_Material for the task_.

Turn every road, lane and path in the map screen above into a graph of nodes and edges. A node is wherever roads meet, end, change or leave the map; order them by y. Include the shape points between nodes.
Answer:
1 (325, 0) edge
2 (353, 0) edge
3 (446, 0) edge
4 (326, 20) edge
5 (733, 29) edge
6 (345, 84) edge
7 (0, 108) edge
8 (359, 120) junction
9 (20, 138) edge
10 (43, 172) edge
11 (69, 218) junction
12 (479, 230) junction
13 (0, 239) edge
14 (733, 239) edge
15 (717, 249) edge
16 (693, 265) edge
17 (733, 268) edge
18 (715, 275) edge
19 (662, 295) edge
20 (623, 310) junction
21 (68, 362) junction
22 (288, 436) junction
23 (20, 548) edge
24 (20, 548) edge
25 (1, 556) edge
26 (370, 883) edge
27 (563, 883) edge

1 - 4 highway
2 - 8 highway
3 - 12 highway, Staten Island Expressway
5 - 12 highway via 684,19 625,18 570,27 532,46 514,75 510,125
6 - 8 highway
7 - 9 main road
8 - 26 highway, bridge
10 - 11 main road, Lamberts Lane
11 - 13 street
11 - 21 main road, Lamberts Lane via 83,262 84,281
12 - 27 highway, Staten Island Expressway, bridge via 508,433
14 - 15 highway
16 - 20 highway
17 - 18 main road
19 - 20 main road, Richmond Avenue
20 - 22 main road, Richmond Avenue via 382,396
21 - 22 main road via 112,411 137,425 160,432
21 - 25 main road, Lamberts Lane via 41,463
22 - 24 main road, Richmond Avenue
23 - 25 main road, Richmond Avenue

_What you are asked to do_.
Would you return the whole listing exactly as written?

_Result of this exercise_.
Turn every road, lane and path in the map screen above into a graph of nodes and edges. A node is wherever roads meet, end, change or leave the map; order them by y. Include the shape points between nodes.
Answer:
1 (325, 0) edge
2 (353, 0) edge
3 (446, 0) edge
4 (326, 20) edge
5 (733, 29) edge
6 (345, 84) edge
7 (0, 108) edge
8 (359, 120) junction
9 (20, 138) edge
10 (43, 172) edge
11 (69, 218) junction
12 (479, 230) junction
13 (0, 239) edge
14 (733, 239) edge
15 (717, 249) edge
16 (693, 265) edge
17 (733, 268) edge
18 (715, 275) edge
19 (662, 295) edge
20 (623, 310) junction
21 (68, 362) junction
22 (288, 436) junction
23 (20, 548) edge
24 (20, 548) edge
25 (1, 556) edge
26 (370, 883) edge
27 (563, 883) edge

1 - 4 highway
2 - 8 highway
3 - 12 highway, Staten Island Expressway
5 - 12 highway via 684,19 625,18 570,27 532,46 514,75 510,125
6 - 8 highway
7 - 9 main road
8 - 26 highway, bridge
10 - 11 main road, Lamberts Lane
11 - 13 street
11 - 21 main road, Lamberts Lane via 83,262 84,281
12 - 27 highway, Staten Island Expressway, bridge via 508,433
14 - 15 highway
16 - 20 highway
17 - 18 main road
19 - 20 main road, Richmond Avenue
20 - 22 main road, Richmond Avenue via 382,396
21 - 22 main road via 112,411 137,425 160,432
21 - 25 main road, Lamberts Lane via 41,463
22 - 24 main road, Richmond Avenue
23 - 25 main road, Richmond Avenue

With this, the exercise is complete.